Build and export tar (loadable with docker load):

PowerShell:

./scripts/build-image.ps1 -SaveTar ./mcp-seq-otel.tar

Bash:

./scripts/build-image.sh --save-tar ./mcp-seq-otel.tar

Run against local Seq:

docker run --rm -i \
  -e SEQ_URL=http://host.docker.internal:10150 \
  -e SEQ_API_KEY=your-key \
  mcp/seq-otel

Run against FQDN Seq:

docker run --rm -i \
  -e SEQ_URL=https://seq.example.com \
  -e SEQ_API_KEY=your-key \
  mcp/seq-otel

Run with Podman:

podman build -t mcp/seq-otel .
podman run --rm -i \
  -e SEQ_URL=https://seq.example.com \
  -e SEQ_API_KEY=your-key \
  mcp/seq-otel

The container startup contract requires both variables to be present:

• SEQ_URL
• SEQ_API_KEY

If either is missing, the container exits immediately with a clear startup error.

Copy/Paste MCP Config (Codex and VS Code)
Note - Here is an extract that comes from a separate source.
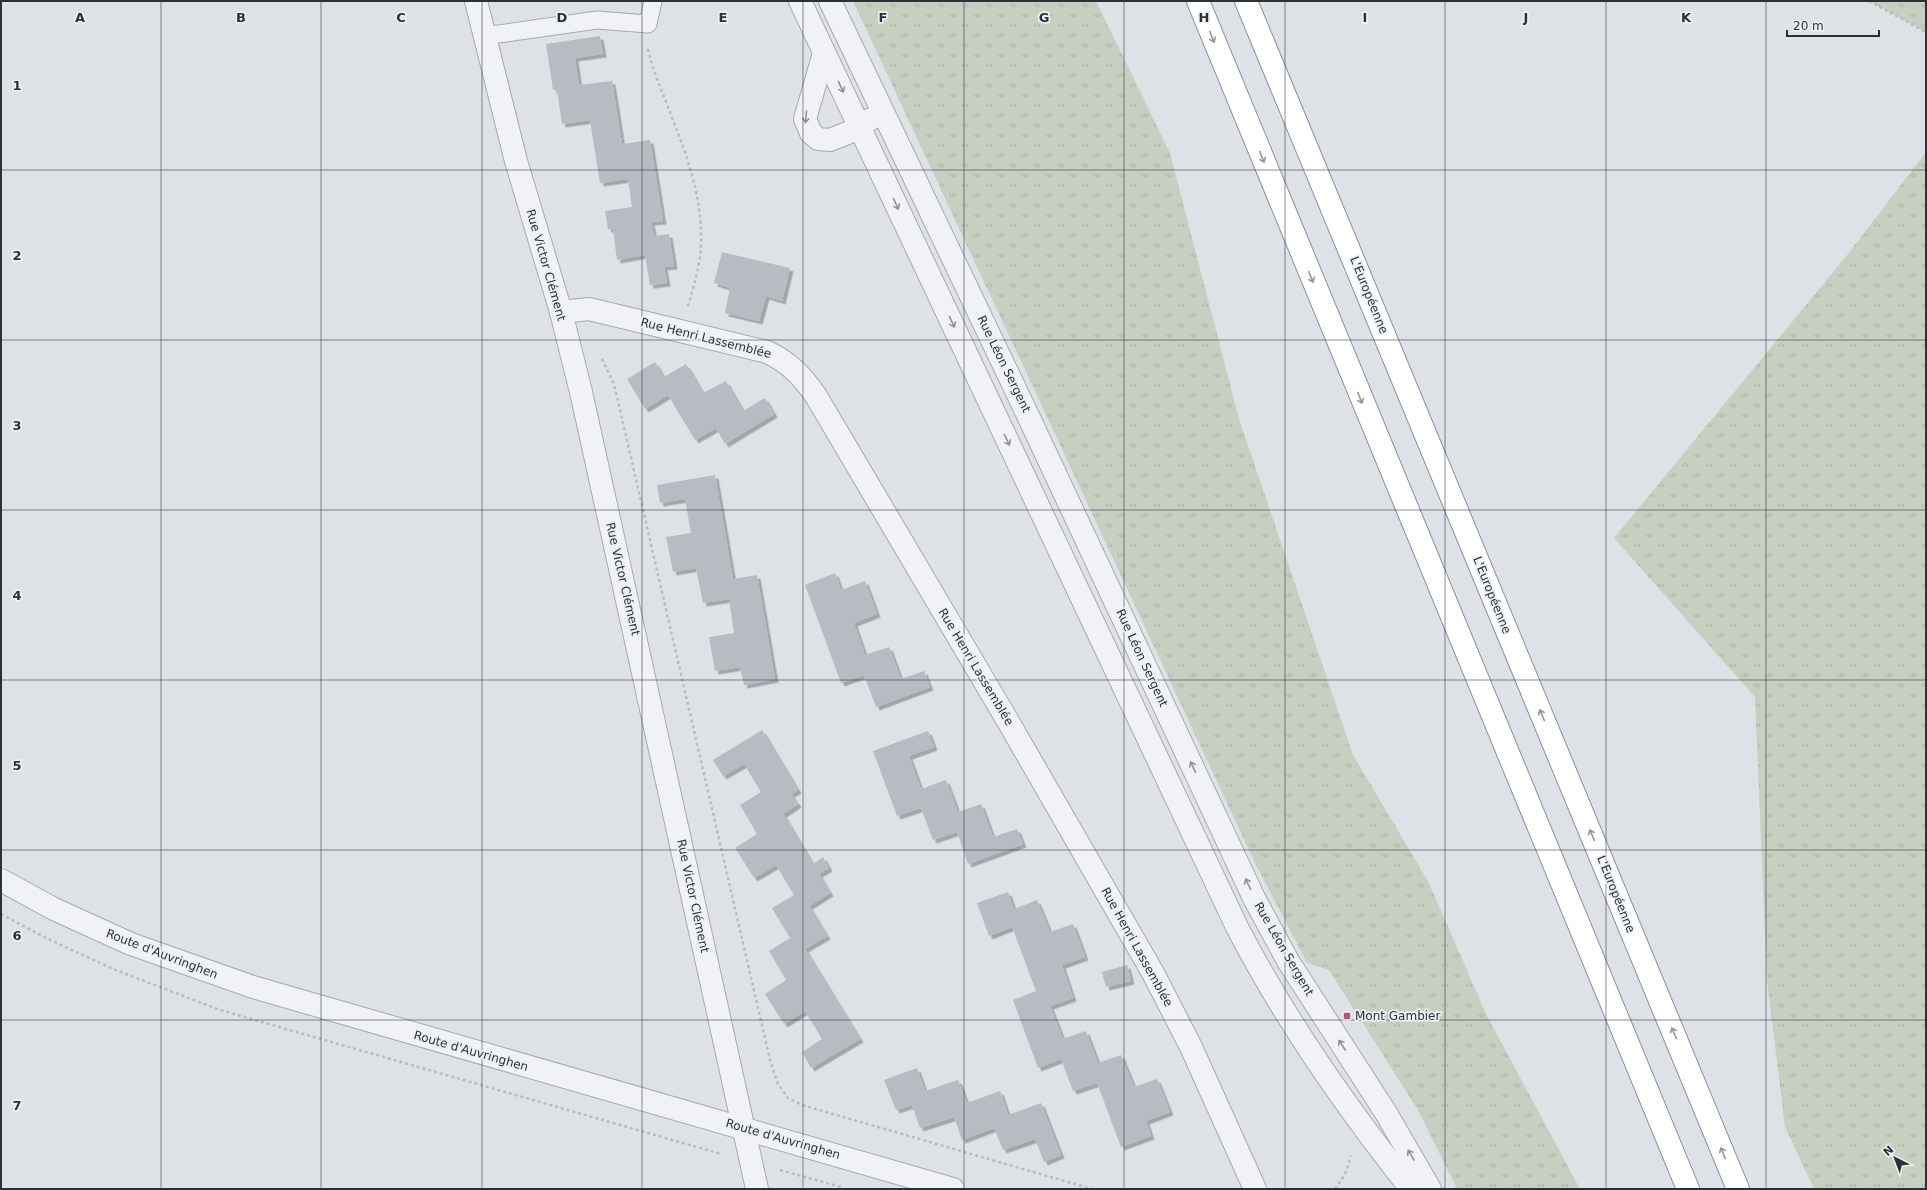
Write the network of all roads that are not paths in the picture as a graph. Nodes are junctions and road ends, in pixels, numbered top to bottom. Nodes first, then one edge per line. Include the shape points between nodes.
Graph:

Assumes the image already exists (mcp/seq-otel).

{
  "mcpServers": {
    "seq-otel": {
      "type": "stdio",
      "command": "docker",
      "args": [
        "run",
        "--rm",
        "-i",
        "-e",
        "SEQ_URL=http://host.docker.internal:10150",
        "-e",
        "SEQ_API_KEY=<YOUR_SEQ_API_KEY>",
        "mcp/seq-otel"
      ]
    }
  }
}

Docker MCP Catalog Compatibility

This repo includes a catalog-ready server definition in:

• catalog/server.yaml
• catalog/tools.json
• assets/seq-otel-icon.svg

catalog/server.yaml declares:

• SEQ_URL as a required user parameter (mapped via config.env)
• SEQ_API_KEY as a required secret (mapped via config.secrets)
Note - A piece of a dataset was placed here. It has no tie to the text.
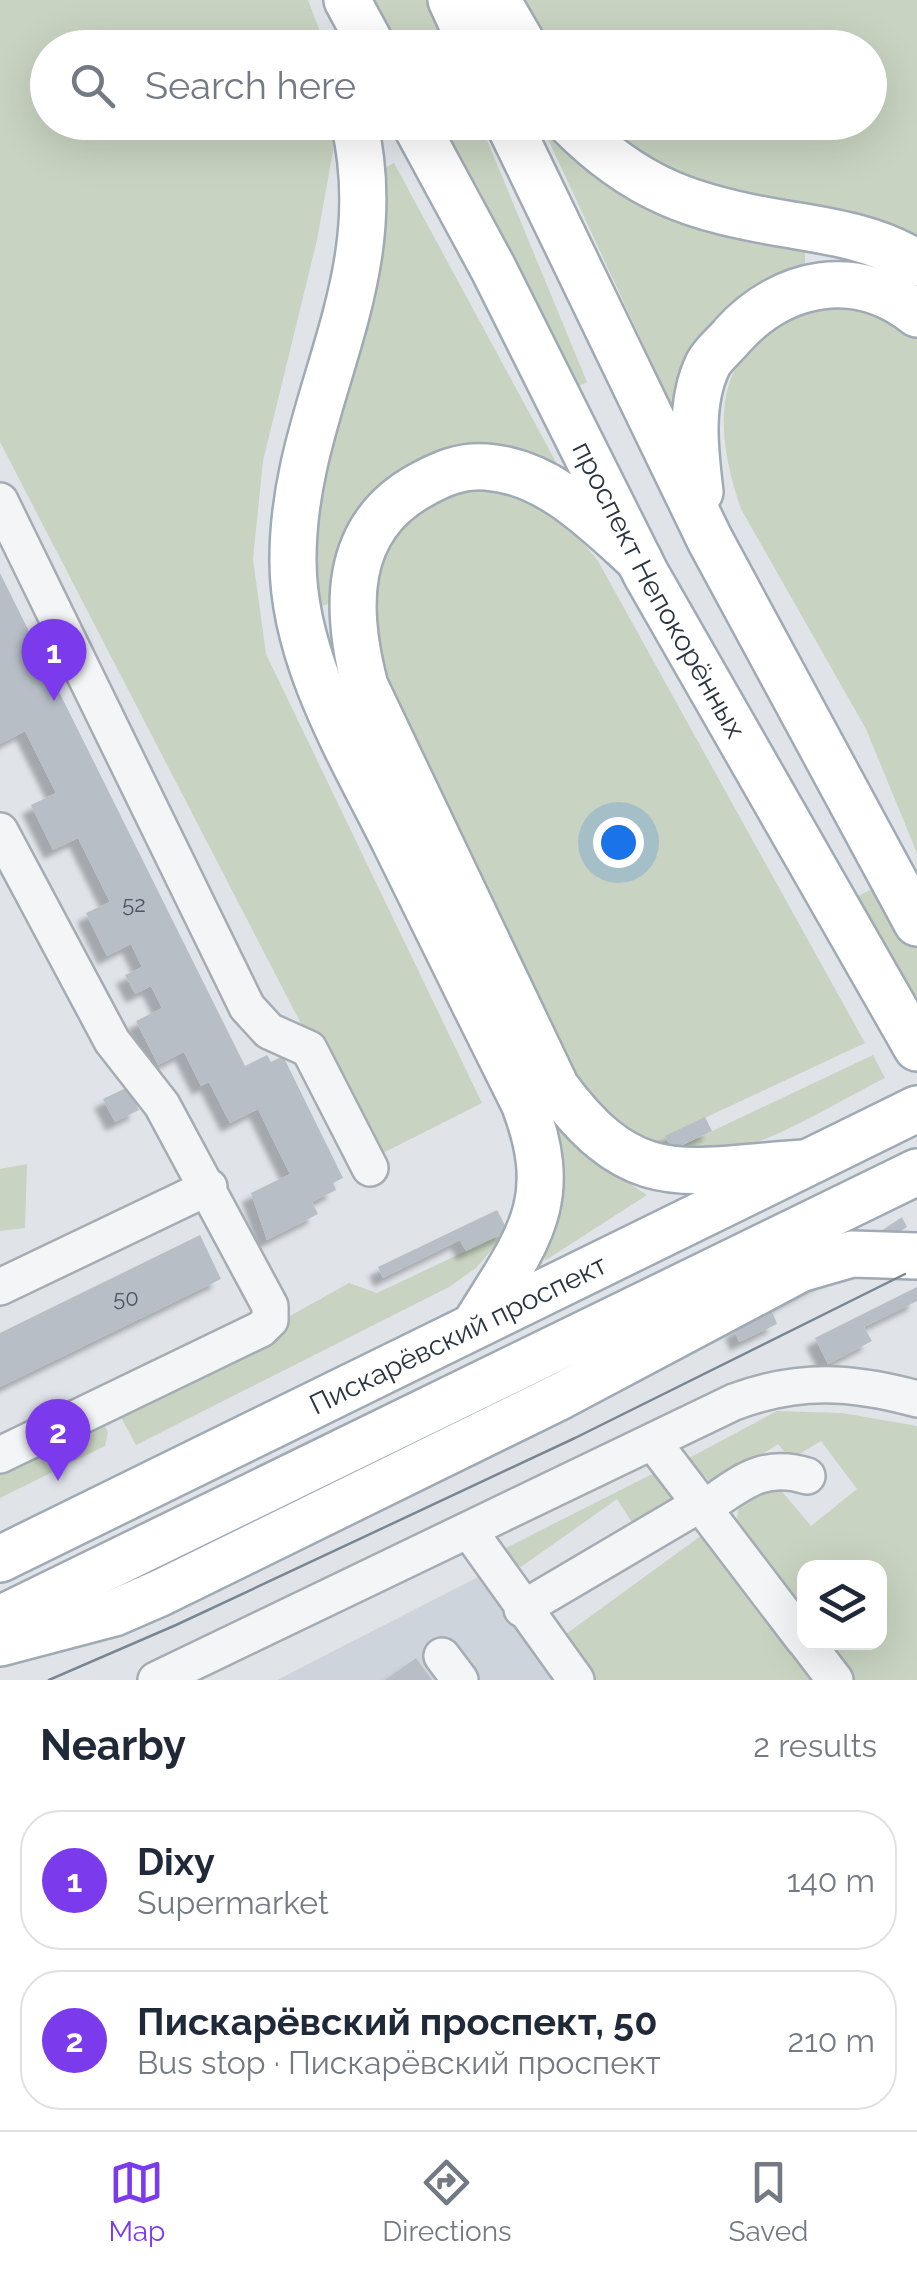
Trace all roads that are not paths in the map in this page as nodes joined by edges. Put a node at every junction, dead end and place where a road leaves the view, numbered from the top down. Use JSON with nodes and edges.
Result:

These files follow the Docker MCP registry server format, so they can be used in catalog generation/import workflows (for example via docker/mcp-registry tools).
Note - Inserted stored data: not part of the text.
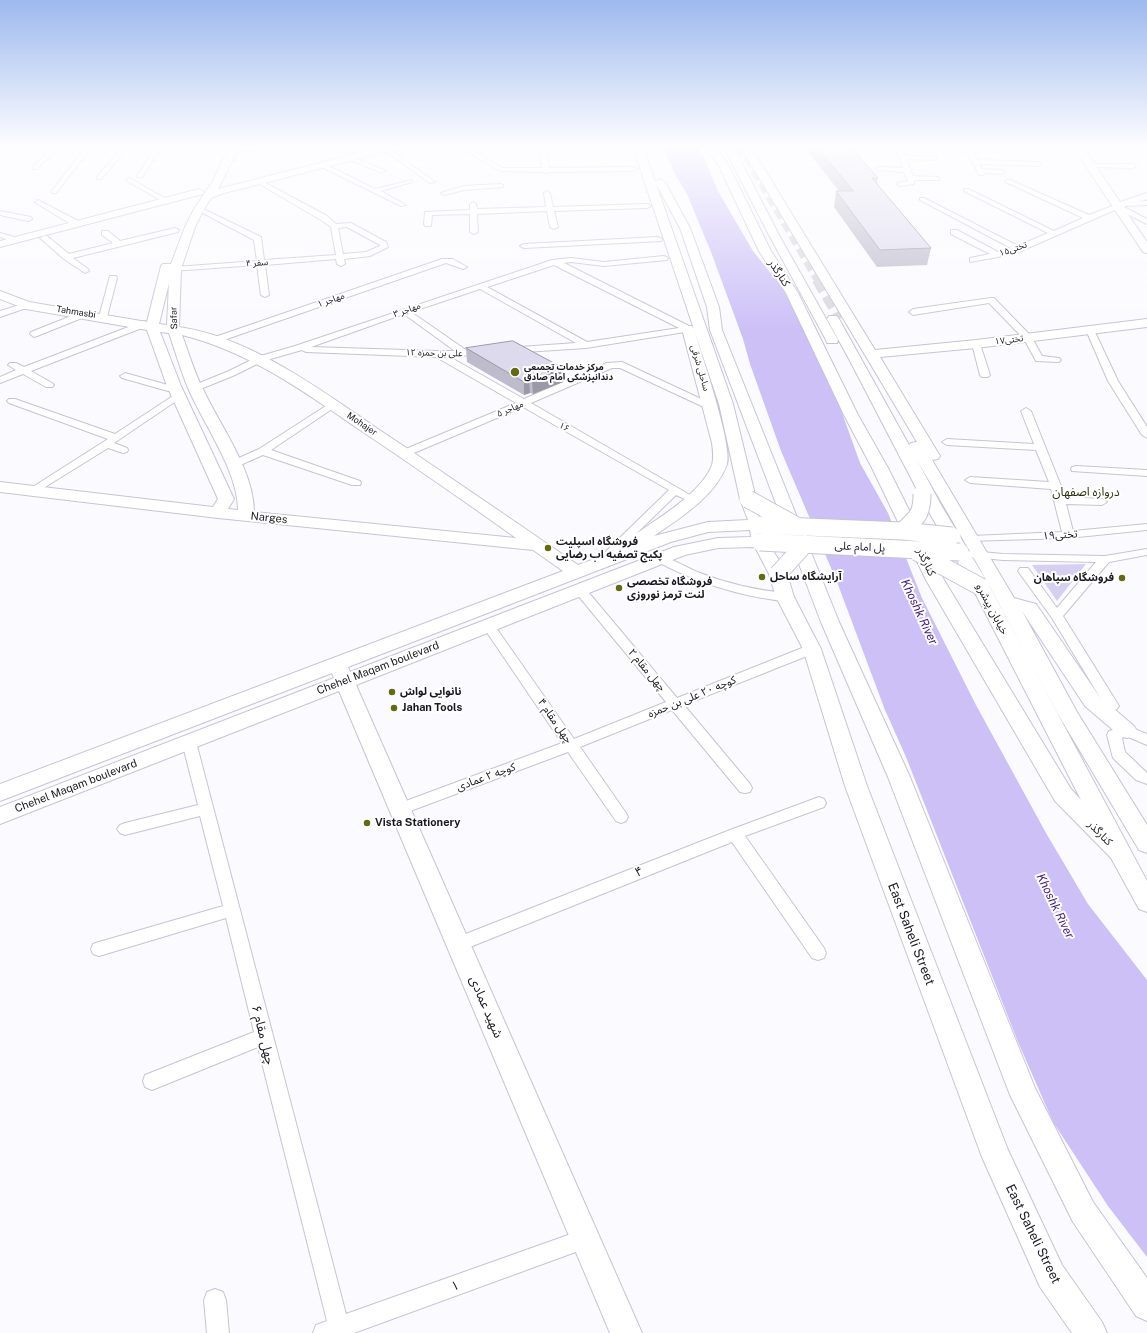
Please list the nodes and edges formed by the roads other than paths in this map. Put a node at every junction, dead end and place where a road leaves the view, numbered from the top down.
1 (45, 206) edge
2 (146, 206) edge
3 (171, 206) edge
4 (194, 206) edge
5 (197, 206) edge
6 (211, 206) edge
7 (302, 206) edge
8 (640, 206) edge
9 (647, 206) edge
10 (657, 206) edge
11 (672, 206) edge
12 (743, 206) edge
13 (749, 206) edge
14 (763, 206) edge
15 (777, 206) edge
16 (936, 206) edge
17 (999, 206) edge
18 (1062, 206) edge
19 (1117, 206) edge
20 (1121, 206) edge
21 (1122, 206) edge
22 (473, 208) junction
23 (550, 209) junction
24 (0, 213) edge
25 (660, 214) junction
26 (10, 216) junction
27 (1089, 218) junction
28 (28, 219) dead end
29 (0, 220) edge
30 (1147, 222) edge
31 (77, 224) junction
32 (428, 224) dead end
33 (334, 226) junction
34 (554, 227) dead end
35 (175, 230) junction
36 (474, 232) dead end
37 (954, 232) dead end
38 (105, 233) dead end
39 (1053, 233) junction
40 (0, 235) edge
41 (44, 238) junction
42 (658, 239) junction
43 (15, 240) junction
44 (0, 244) edge
45 (119, 244) junction
46 (524, 246) dead end
47 (0, 249) edge
48 (1018, 249) junction
49 (1147, 250) edge
50 (765, 251) junction
51 (998, 255) junction
52 (67, 257) junction
53 (664, 258) junction
54 (340, 260) junction
55 (973, 260) dead end
56 (555, 262) junction
57 (262, 263) junction
58 (463, 267) dead end
59 (175, 270) junction
60 (85, 271) dead end
61 (113, 278) dead end
62 (480, 286) junction
63 (0, 295) edge
64 (265, 295) dead end
65 (26, 305) junction
66 (405, 311) junction
67 (832, 312) junction
68 (912, 312) dead end
69 (0, 314) edge
70 (84, 314) junction
71 (103, 317) junction
72 (1147, 323) edge
73 (148, 325) junction
74 (173, 328) junction
75 (688, 329) junction
76 (716, 330) junction
77 (1090, 330) junction
78 (34, 334) dead end
79 (1028, 338) junction
80 (215, 340) junction
81 (976, 344) junction
82 (586, 345) junction
83 (298, 348) junction
84 (464, 353) junction
85 (437, 354) junction
86 (871, 354) junction
87 (260, 359) junction
88 (1056, 360) dead end
89 (14, 365) dead end
90 (24, 371) junction
91 (985, 374) dead end
92 (562, 375) edge
93 (125, 376) dead end
94 (0, 380) edge
95 (574, 382) junction
96 (49, 385) dead end
97 (195, 388) junction
98 (176, 390) junction
99 (12, 401) dead end
100 (523, 404) junction
101 (332, 405) junction
102 (711, 407) junction
103 (1026, 412) dead end
104 (1147, 435) edge
105 (112, 441) junction
106 (948, 442) dead end
107 (1041, 447) junction
108 (123, 450) dead end
109 (263, 451) junction
110 (405, 453) junction
111 (234, 464) junction
112 (1076, 469) dead end
113 (1147, 473) edge
114 (970, 480) dead end
115 (356, 483) dead end
116 (1056, 486) junction
117 (0, 487) edge
118 (33, 490) junction
119 (675, 490) junction
120 (246, 498) junction
121 (692, 499) junction
122 (748, 499) junction
123 (927, 500) junction
124 (1059, 500) junction
125 (1102, 502) dead end
126 (952, 505) junction
127 (222, 506) junction
128 (246, 516) junction
129 (1147, 527) edge
130 (799, 528) junction
131 (904, 531) junction
132 (759, 533) junction
133 (1068, 535) junction
134 (961, 543) junction
135 (805, 544) junction
136 (538, 545) junction
137 (913, 549) junction
138 (1147, 552) edge
139 (619, 555) junction
140 (981, 555) junction
141 (660, 559) junction
142 (1105, 559) junction
143 (601, 562) junction
144 (1024, 571) dead end
145 (576, 572) junction
146 (778, 574) junction
147 (981, 587) junction
148 (580, 590) junction
149 (785, 597) junction
150 (1008, 603) junction
151 (1057, 616) junction
152 (488, 625) junction
153 (812, 649) junction
154 (341, 672) junction
155 (675, 704) junction
156 (1112, 706) dead end
157 (1127, 731) junction
158 (1147, 740) edge
159 (189, 742) junction
160 (572, 745) junction
161 (59, 770) junction
162 (1147, 778) edge
163 (745, 788) dead end
164 (67, 790) junction
165 (0, 792) edge
166 (819, 803) dead end
167 (400, 808) junction
168 (206, 809) junction
169 (0, 816) edge
170 (621, 817) dead end
171 (125, 829) dead end
172 (735, 834) junction
173 (1147, 844) edge
174 (1119, 852) junction
175 (1147, 902) edge
176 (231, 910) junction
177 (459, 944) junction
178 (99, 949) dead end
179 (818, 953) dead end
180 (264, 1036) junction
181 (152, 1080) dead end
182 (585, 1239) junction
183 (215, 1300) dead end
184 (1147, 1305) edge
185 (332, 1330) edge
186 (218, 1333) edge
187 (626, 1333) edge
188 (1091, 1333) edge

1 - 31 street
2 - 31 main road
3 - 41 main road
4 - 35 main road, Safar
5 - 59 main road, Safar
6 - 57 street
7 - 33 street
8 - 23 street
9 - 42 main road, ساحلی شرقی
10 - 25 main road, ساحلی شرقی
11 - 76 main road
12 - 50 main road, کنارگذر
13 - 50 main road
14 - 67 main road
15 - 67 main road
16 - 48 street
17 - 39 street
18 - 27 street
19 - 27 street, تختی۱۵
20 - 49 main road
21 - 30 street
22 - 23 street
22 - 32 street
22 - 36 street
23 - 34 street
24 - 26 street
25 - 76 main road
25 - 122 main road, ساحلی شرقی
26 - 28 street
26 - 29 street
27 - 39 street, تختی۱۵
31 - 43 main road
33 - 54 street
33 - 54 street, ۴ سفر
35 - 45 street
35 - 73 main road, Safar
37 - 51 street
38 - 45 street
39 - 48 street, تختی۱۵
40 - 43 street
41 - 47 main road
41 - 52 street
42 - 46 street
42 - 53 main road, ساحلی شرقی
43 - 44 main road
45 - 52 street
48 - 51 street, تختی۱۵
50 - 174 main road, کنارگذر
51 - 55 street, تختی۱۵
52 - 60 street
53 - 56 street, ۳ مهاجر
53 - 75 main road, ساحلی شرقی
54 - 57 street, ۴ سفر
56 - 62 street, ۳ مهاجر
56 - 75 street
57 - 59 street, ۴ سفر
57 - 64 street
58 - 80 street, ۱ مهاجر
59 - 74 main road, Safar
61 - 71 street
62 - 66 street, ۳ مهاجر
62 - 82 street
63 - 65 main road, Tahmasbi
65 - 69 street
65 - 70 main road, Tahmasbi
66 - 83 street, ۳ مهاجر
66 - 84 street
67 - 86 main road
67 - 123 main road, خیابان پیشرو
67 - 126 main road, خیابان پیشرو
68 - 79 street
70 - 71 main road, Tahmasbi
70 - 78 street
71 - 73 main road, Tahmasbi
72 - 77 main road, تختی۱۷
73 - 74 main road, Tahmasbi
73 - 90 street
73 - 98 main road, Safar
74 - 80 main road, Mohajer
74 - 97 main road, Safar
75 - 82 street, ۱۲ علی بن حمزه
75 - 102 main road, ساحلی شرقی
76 - 184 main road
77 - 79 main road, تختی۱۷
77 - 104 street
79 - 81 main road, تختی۱۷
79 - 88 street
80 - 87 main road, Mohajer
81 - 86 main road, تختی۱۷
81 - 91 street
82 - 84 street, ۱۲ علی بن حمزه
83 - 85 street, ۱۲ علی بن حمزه
83 - 87 street, ۳ مهاجر
84 - 85 street, ۱۲ علی بن حمزه
85 - 100 street, ۱۶
86 - 126 main road
87 - 97 street, ۳ مهاجر
87 - 101 main road, Mohajer
89 - 90 street
90 - 94 street
90 - 96 street
92 - 95 street
93 - 98 street
95 - 100 street, ۵ مهاجر
95 - 102 street, ۵ مهاجر
97 - 111 main road, Safar
98 - 105 street
98 - 127 main road, Safar
99 - 105 street
100 - 110 street, ۵ مهاجر
100 - 119 street, ۱۶
101 - 109 street
101 - 110 main road, Mohajer
102 - 121 main road, ساحلی شرقی
103 - 107 street
105 - 108 street
105 - 118 street
106 - 107 street
107 - 116 street
109 - 111 street
109 - 115 street
110 - 136 main road, Mohajer
111 - 120 main road, Safar
112 - 113 street
114 - 116 street
116 - 124 street
117 - 118 main road, Narges
118 - 127 main road, Narges
119 - 121 street, ۱۶
119 - 143 street
120 - 127 main road
120 - 128 main road, Safar
121 - 139 main road, ساحلی شرقی
122 - 130 main road, bridge
122 - 132 main road, ساحلی شرقی
123 - 131 main road, bridge
123 - 134 main road, خیابان پیشرو
124 - 125 street
124 - 133 street
126 - 134 main road, خیابان پیشرو
127 - 128 main road, Narges
128 - 136 main road, Narges
129 - 133 street, تختی۱۹
130 - 131 main road, پل امام علی, bridge
130 - 132 main road, پل امام علی, bridge
131 - 134 main road, پل امام علی, bridge
132 - 135 main road, پل امام علی, bridge
132 - 139 main road, Chehel Maqam boulevard
132 - 141 main road, Chehel Maqam boulevard
132 - 146 main road, East Saheli Street
133 - 134 street, تختی۱۹
134 - 137 main road, پل امام علی, bridge
134 - 140 main road, خیابان پیشرو
134 - 147 main road, خیابان پیشرو
135 - 137 main road, پل امام علی, bridge
135 - 146 main road, bridge
136 - 145 main road, Mohajer
137 - 147 main road, bridge
138 - 142 street
139 - 143 main road, Chehel Maqam boulevard
140 - 142 street
140 - 150 main road, خیابان پیشرو
141 - 148 main road, Chehel Maqam boulevard
141 - 149 street
142 - 151 street
143 - 145 main road, Chehel Maqam boulevard
144 - 151 street
145 - 154 main road, Chehel Maqam boulevard
146 - 149 main road, East Saheli Street
147 - 174 main road, خیابان پیشرو
148 - 152 main road, Chehel Maqam boulevard
148 - 155 street, چهل مقام ۲
149 - 153 main road, East Saheli Street
150 - 157 main road
150 - 173 main road, خیابان پیشرو
151 - 156 street
152 - 154 main road, Chehel Maqam boulevard
152 - 160 street, چهل مقام ۴
153 - 155 street, کوچه ۲۰ علی بن حمزه
153 - 188 main road, East Saheli Street
154 - 159 main road, Chehel Maqam boulevard
154 - 161 main road, Chehel Maqam boulevard
154 - 167 main road, شهید عمادی
155 - 160 street, کوچه ۲۰ علی بن حمزه
155 - 163 street, چهل مقام ۲
157 - 158 street
157 - 162 street
159 - 164 main road, Chehel Maqam boulevard
159 - 168 street, چهل مقام ۶
160 - 167 street, کوچه ۲ عمادی
160 - 170 street, چهل مقام ۴
161 - 164 main road
161 - 165 main road, Chehel Maqam boulevard
164 - 169 main road, Chehel Maqam boulevard
166 - 172 street, ۴
167 - 177 main road, شهید عمادی
168 - 171 street
168 - 176 street, چهل مقام ۶
172 - 177 street, ۴
172 - 179 street
174 - 175 main road, خیابان پیشرو
176 - 178 street
176 - 180 street, چهل مقام ۶
177 - 182 main road, شهید عمادی
180 - 181 street
180 - 185 street, چهل مقام ۶
182 - 185 street, ۱
182 - 187 main road, شهید عمادی
183 - 186 street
Submission checklist for Docker MCP Registry:

• docs/docker-mcp-registry-submission.md

MCP Client Integration Example

Use a command-based MCP client entry that launches the container with stdin/stdout attached.

{
  "mcpServers": {
    "seq-otel": {
      "type": "stdio",
      "command": "docker",
      "args": [
        "run",
        "--rm",
        "-i",
        "-e",
        "SEQ_URL=https://seq.example.com",
        "-e",
        "SEQ_API_KEY=<YOUR_SEQ_API_KEY>",
        "mcp/seq-otel"
      ]
    }
  }
}

Security Notes

• Do not commit keys.
• Use least-privilege Seq API keys.
• Prefer HTTPS for non-local Seq instances.

API Mapping Artifact

• Full generated API map: docs/api-map.md
• Maintenance/update playbook: docs/seq-mcp-maintenance.md
• Project skill for update workflows: .github/skills/seq-mcp-maintainer/SKILL.md
• Project wiki (how-to and operations): https://github.com/MCLifeLeader/seq-mcp/wiki

Status

Core standalone server scaffold is implemented and buildable.